Kamis, 01 Maret 2012

Nobel Laureat Jepang

Tahun 2010 ini dua warga Jepang mendapat hadiah Nobel dalam bidang kimia: Profesor Eiichi Negishi (75 tahun) dari Universitas Purdue (Amerika Serikat) dan Profesor Akira Suzuki (80 tahun) dari Universitas Hokkaido.
Hadiah Nobel merupakan penghargaan Internasional tahunan yang diberikan komite negara-negara Skandinavia (Swedia dan Norwegia) kepada individu atau organisasi yang berjasa dalam bidang-bidang penting, yaitu fisika, kimia, kesehatan, sastra dan keamanan. Hadiah ini diprakarsai Alfred Nobel, ilmuwan Swedia dan penemu dinamit, tahun 1895. Dalam paket penghargaan Nobel, uang senilai 10 juta kron Swedia juga diberikan kepada pemenang Nobel.
Dari 18 orang Jepang peraih Nobel sejak 1945 empat belas orang diantaranya memenangkan Nobel dalam bidang fisika, kimia dan kesehatan. Untuk tiga bidang ini, Jepang merupakan negara di Asia yang warganya paling banyak meraih Nobel. Peraih Nobel bidang sains dari Jepang: Hideki Yukawa (Fisika, 1949), Sin-Itiro Tomonaga (Fisika, 1965), Leo Isaki (Fisika, 1974), Kenichi Fukui (Kimia, 1981), Hideki Shirakawa (Kimia, 2000), Ryoji Noyori (Kimia, 2001), Masatoshi Koshiba (Fisika, 2002), Kōichi Tanaka (Fisika, 2002), Osamu Shimomura (Kimia, 2008 ), Toshihide Masakawa (Fisika, 2008), Yuichiro Nambu (2009), Makoto Kobayashi (Fisika, 2008), Eiichi Negishi (Kimia, 2010) dan Akira Suzuki (Kimia, 2010).
Apa rahasia Jepang sehingga warganya termotivasi dalam sains?
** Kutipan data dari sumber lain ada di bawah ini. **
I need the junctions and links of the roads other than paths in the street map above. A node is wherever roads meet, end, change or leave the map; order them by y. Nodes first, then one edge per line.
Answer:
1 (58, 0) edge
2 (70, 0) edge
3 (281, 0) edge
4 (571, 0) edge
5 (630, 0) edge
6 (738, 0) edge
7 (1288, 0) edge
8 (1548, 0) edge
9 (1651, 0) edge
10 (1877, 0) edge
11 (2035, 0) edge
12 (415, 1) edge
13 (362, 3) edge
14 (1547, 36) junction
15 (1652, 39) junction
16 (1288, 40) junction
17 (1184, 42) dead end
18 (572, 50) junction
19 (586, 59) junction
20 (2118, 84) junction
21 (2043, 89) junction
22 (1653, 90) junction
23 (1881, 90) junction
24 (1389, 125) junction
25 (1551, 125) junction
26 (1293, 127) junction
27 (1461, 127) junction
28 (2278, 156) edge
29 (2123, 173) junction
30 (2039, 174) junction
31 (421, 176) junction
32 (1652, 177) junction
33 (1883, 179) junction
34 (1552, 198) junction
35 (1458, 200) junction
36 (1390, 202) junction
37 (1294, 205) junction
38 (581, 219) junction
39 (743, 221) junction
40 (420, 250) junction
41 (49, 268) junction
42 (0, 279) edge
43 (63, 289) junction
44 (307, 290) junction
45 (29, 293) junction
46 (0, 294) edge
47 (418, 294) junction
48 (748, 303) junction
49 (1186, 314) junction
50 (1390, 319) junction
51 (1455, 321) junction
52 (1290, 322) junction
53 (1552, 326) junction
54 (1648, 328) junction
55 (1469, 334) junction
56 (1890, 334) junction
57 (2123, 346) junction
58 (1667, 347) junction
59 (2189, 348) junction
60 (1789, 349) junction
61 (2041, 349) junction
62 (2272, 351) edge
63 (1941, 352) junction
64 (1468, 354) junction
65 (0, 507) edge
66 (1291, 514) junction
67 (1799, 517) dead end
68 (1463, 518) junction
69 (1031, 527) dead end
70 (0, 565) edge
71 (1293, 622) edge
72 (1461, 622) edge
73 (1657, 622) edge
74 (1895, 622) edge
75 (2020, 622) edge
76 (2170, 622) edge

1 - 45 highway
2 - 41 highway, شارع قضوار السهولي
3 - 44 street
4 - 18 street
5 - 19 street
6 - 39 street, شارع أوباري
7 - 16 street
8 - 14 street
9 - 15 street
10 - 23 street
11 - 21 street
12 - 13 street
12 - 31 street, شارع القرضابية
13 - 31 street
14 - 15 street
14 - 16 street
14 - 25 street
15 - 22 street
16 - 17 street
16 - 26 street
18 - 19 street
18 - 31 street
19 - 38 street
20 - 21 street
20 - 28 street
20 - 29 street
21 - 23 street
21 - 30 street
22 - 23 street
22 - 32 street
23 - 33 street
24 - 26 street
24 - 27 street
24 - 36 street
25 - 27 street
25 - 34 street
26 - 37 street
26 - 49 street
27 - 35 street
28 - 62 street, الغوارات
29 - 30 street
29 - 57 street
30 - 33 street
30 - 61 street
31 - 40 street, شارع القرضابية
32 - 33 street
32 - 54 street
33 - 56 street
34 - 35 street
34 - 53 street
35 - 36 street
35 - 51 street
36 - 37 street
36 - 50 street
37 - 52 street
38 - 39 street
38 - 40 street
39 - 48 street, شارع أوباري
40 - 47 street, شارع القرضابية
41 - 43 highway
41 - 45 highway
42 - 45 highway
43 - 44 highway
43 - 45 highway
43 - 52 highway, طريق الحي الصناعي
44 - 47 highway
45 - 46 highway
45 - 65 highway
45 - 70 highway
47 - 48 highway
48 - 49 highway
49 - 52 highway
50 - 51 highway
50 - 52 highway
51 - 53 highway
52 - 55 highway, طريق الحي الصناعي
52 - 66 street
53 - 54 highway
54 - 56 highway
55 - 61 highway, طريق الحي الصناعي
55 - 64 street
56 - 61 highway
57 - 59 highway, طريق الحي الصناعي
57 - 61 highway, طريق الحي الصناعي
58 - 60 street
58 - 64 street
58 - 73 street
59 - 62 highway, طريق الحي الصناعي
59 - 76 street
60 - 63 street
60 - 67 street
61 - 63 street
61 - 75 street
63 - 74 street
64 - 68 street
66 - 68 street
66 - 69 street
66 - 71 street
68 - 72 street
Sekurangnya ada lima alasan:
  1. Dukungan keuangan untuk penelitian. Dana penelitian dan pengembangan (R & D) yang diberikan Jepang kepada universitas, lembaga penelitian dan perusahaan diperkirakan hampir mencapai 4% dari pendapatan dalam negeri (GDP). Angka ini lebih besar daripada investasi Amerika Serikat (AS), yang belum mencapai 3% GDP
  2. Fenomena ‘oil shock’. Fenomena oil shock adalah langkanya minyak bumi karena embargo yang dilakukan negara-negara Arab tahun 1973. Fenomena ini mendorong Jepang untuk kembali ke bidang sains. Sains dikaji untuk mendukung sejumlah proyek, misalnya Proyek Moonlight untuk konservasi energi, Proyek Sunlight untuk mencari sumber energi baru, dan fusi nuklir. Ellen Frost dalam bukunya For Richer, For Poorer: The New US-Japan Relationship* (1987) mengatakan bahwa 10 tahun setelah oil shock itu, pemerintah Jepang menaikkan dana R&D menjadi 2.8% GDP pada 1986. Padahal dua dekade sebelumnya, dana R&D Jepang cuma 1.2% GDP.
  3. Perusahaan Jepang menanggung hampir 75% dana penelitian. Ini merupakan kebijakan pemerintah karena Jepang tidak memiliki cukup uang. Oleh karena itu tujuan akhir dari penelitian Jepang lebih bersifat industri (komersial).
  4. Ada semacam kejenuhan yang dialami insinyur Jepang. Banyak insinyur Jepang yang lelah ‘hanya’ menerapkan ilmu-ilmu yang diperolehnya dari Barat. Penerapan ilmu-ilmu ini dikatakan Ellen Frost memiliki unsur ‘copycat’ (meniru). Agaknya ini pula citra yang diberikan berbagai negara ke Jepang.
  5. Jepang takut tidak mendapatkan ilmu lagi dari Barat. Kini dunia ilmu memang masih terbuka. Namun Jepang membayangkan betapa sulitnya hidup jika suatu hari teknologi itu musnah, atau tidak lagi mudah didapat. Jalan satu-satunya adalah kembali mempelajari sains.
Lima sebab inilah yang mendorong Jepang kembali mempelajari fisika, kimia, matematika, biologi dan kesehatan. Dan ini terjadi sepuluh tahun setelah fenomena oil shock. Jadi tahun 1986 merupakan masa kebangkitan ilmiah Jepang.